:: What you will do ::
Set down the lines of the data exactly, starting at the first and stopping after the line containing "I need the bounding".

Records to use START

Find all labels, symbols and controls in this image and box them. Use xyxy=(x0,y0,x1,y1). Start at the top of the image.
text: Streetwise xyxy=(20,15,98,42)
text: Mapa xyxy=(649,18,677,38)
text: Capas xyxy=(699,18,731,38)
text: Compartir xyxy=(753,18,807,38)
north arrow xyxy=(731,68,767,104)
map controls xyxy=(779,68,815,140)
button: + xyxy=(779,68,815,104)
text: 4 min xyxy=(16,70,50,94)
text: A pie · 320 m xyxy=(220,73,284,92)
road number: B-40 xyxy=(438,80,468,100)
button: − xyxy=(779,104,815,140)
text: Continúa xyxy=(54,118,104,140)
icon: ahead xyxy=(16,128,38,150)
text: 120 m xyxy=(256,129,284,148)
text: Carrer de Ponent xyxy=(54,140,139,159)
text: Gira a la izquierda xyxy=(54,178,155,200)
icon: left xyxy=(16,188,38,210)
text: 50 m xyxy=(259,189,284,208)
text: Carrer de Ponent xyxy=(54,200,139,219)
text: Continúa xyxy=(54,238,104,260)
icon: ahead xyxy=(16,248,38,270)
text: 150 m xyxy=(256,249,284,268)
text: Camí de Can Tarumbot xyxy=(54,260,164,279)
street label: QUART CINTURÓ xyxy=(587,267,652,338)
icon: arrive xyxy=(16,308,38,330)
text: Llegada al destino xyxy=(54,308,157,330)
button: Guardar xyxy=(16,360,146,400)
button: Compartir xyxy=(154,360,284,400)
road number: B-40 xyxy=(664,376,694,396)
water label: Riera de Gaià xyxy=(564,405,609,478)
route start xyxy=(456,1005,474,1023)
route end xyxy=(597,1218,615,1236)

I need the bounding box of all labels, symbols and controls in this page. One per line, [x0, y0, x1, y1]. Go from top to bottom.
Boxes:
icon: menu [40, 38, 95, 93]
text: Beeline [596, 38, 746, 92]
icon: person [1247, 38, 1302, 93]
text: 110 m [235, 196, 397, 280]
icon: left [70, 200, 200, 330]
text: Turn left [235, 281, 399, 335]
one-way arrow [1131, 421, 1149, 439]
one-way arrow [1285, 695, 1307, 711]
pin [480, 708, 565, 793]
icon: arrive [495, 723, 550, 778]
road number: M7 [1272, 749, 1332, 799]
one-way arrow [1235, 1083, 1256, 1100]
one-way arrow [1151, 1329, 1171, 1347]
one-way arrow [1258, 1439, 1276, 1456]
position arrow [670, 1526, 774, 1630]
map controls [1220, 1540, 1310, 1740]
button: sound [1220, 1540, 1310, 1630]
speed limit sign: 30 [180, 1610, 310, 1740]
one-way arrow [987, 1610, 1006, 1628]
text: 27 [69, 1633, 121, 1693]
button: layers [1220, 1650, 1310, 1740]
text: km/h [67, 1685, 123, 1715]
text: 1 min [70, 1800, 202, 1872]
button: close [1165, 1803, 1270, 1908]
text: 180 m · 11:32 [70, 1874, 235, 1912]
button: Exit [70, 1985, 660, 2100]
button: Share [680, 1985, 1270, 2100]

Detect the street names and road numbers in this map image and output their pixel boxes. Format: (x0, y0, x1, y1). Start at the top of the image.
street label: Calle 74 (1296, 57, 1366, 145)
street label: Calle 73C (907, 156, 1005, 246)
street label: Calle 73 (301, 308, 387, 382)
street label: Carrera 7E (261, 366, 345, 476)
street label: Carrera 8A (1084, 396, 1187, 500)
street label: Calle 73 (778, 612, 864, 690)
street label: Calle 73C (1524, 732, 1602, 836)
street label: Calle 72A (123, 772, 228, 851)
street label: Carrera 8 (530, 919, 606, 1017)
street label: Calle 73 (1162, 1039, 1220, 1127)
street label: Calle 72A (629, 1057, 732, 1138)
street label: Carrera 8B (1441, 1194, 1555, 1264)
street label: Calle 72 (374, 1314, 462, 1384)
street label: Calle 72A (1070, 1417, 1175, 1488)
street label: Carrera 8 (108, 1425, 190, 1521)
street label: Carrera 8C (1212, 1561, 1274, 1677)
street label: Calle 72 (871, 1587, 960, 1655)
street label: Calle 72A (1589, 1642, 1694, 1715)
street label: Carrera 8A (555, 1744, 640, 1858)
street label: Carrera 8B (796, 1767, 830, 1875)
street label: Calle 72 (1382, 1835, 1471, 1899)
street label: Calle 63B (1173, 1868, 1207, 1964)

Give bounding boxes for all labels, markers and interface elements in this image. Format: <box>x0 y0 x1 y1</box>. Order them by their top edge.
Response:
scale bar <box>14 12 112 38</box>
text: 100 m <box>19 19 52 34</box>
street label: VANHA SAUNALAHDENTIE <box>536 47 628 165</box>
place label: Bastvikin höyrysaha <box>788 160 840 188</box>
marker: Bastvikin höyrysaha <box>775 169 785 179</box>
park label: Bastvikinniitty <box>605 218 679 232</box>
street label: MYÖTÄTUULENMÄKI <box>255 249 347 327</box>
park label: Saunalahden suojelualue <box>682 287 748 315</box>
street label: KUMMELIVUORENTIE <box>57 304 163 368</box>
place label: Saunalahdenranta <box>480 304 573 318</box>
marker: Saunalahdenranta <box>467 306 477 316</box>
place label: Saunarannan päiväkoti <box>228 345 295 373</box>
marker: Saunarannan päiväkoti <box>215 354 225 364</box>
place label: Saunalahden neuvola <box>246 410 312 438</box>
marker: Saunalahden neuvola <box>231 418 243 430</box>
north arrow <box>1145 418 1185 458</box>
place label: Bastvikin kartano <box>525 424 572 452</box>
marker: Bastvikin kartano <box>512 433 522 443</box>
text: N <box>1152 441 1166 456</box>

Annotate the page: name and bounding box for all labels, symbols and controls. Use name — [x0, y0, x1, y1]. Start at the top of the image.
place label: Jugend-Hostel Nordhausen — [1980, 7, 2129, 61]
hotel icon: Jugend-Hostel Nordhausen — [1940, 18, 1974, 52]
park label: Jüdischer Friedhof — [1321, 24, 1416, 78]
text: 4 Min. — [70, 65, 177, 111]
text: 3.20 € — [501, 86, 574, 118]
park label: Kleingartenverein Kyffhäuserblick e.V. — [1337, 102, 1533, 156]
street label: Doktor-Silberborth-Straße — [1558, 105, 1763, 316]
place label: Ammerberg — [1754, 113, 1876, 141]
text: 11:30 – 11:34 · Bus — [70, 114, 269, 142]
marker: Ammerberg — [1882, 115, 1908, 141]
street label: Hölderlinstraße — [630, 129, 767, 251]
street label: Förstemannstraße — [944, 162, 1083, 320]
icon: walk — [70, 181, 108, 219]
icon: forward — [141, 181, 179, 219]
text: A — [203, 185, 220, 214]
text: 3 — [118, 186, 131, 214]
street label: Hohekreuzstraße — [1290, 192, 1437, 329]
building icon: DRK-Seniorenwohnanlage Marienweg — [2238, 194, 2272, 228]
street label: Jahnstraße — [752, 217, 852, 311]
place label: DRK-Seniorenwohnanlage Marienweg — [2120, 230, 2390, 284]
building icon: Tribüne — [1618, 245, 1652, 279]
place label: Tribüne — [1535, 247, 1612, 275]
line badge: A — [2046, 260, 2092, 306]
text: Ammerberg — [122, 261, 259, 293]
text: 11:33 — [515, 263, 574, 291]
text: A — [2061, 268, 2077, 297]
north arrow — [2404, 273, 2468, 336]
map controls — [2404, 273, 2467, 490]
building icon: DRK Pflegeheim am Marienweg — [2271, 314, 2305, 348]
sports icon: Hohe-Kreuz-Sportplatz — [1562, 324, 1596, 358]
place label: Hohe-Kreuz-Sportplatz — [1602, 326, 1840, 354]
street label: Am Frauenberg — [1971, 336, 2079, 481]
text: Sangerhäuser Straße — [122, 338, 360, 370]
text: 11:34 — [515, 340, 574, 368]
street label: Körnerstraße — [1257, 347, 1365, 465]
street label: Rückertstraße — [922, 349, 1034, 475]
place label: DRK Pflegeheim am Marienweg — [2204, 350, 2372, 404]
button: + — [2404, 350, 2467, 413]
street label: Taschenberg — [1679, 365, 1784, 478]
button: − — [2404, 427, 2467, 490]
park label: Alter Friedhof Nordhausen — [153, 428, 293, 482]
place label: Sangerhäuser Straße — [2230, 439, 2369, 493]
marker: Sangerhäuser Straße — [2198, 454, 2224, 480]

Records to use END

:: Task answer ::
Find all labels, symbols and controls in this image and box them. Use xyxy=(x0,y0,x1,y1). Start at the top of the image.
text: Streetwise xyxy=(20,15,98,42)
text: Mapa xyxy=(649,18,677,38)
text: Capas xyxy=(699,18,731,38)
text: Compartir xyxy=(753,18,807,38)
north arrow xyxy=(731,68,767,104)
map controls xyxy=(779,68,815,140)
button: + xyxy=(779,68,815,104)
text: 4 min xyxy=(16,70,50,94)
text: A pie · 320 m xyxy=(220,73,284,92)
road number: B-40 xyxy=(438,80,468,100)
button: − xyxy=(779,104,815,140)
text: Continúa xyxy=(54,118,104,140)
icon: ahead xyxy=(16,128,38,150)
text: 120 m xyxy=(256,129,284,148)
text: Carrer de Ponent xyxy=(54,140,139,159)
text: Gira a la izquierda xyxy=(54,178,155,200)
icon: left xyxy=(16,188,38,210)
text: 50 m xyxy=(259,189,284,208)
text: Carrer de Ponent xyxy=(54,200,139,219)
text: Continúa xyxy=(54,238,104,260)
icon: ahead xyxy=(16,248,38,270)
text: 150 m xyxy=(256,249,284,268)
text: Camí de Can Tarumbot xyxy=(54,260,164,279)
street label: QUART CINTURÓ xyxy=(587,267,652,338)
icon: arrive xyxy=(16,308,38,330)
text: Llegada al destino xyxy=(54,308,157,330)
button: Guardar xyxy=(16,360,146,400)
button: Compartir xyxy=(154,360,284,400)
road number: B-40 xyxy=(664,376,694,396)
water label: Riera de Gaià xyxy=(564,405,609,478)
route start xyxy=(456,1005,474,1023)
route end xyxy=(597,1218,615,1236)

I need the bounding box of all labels, symbols and controls in this page. One per line, [x0, y0, x1, y1]. Go from top to bottom.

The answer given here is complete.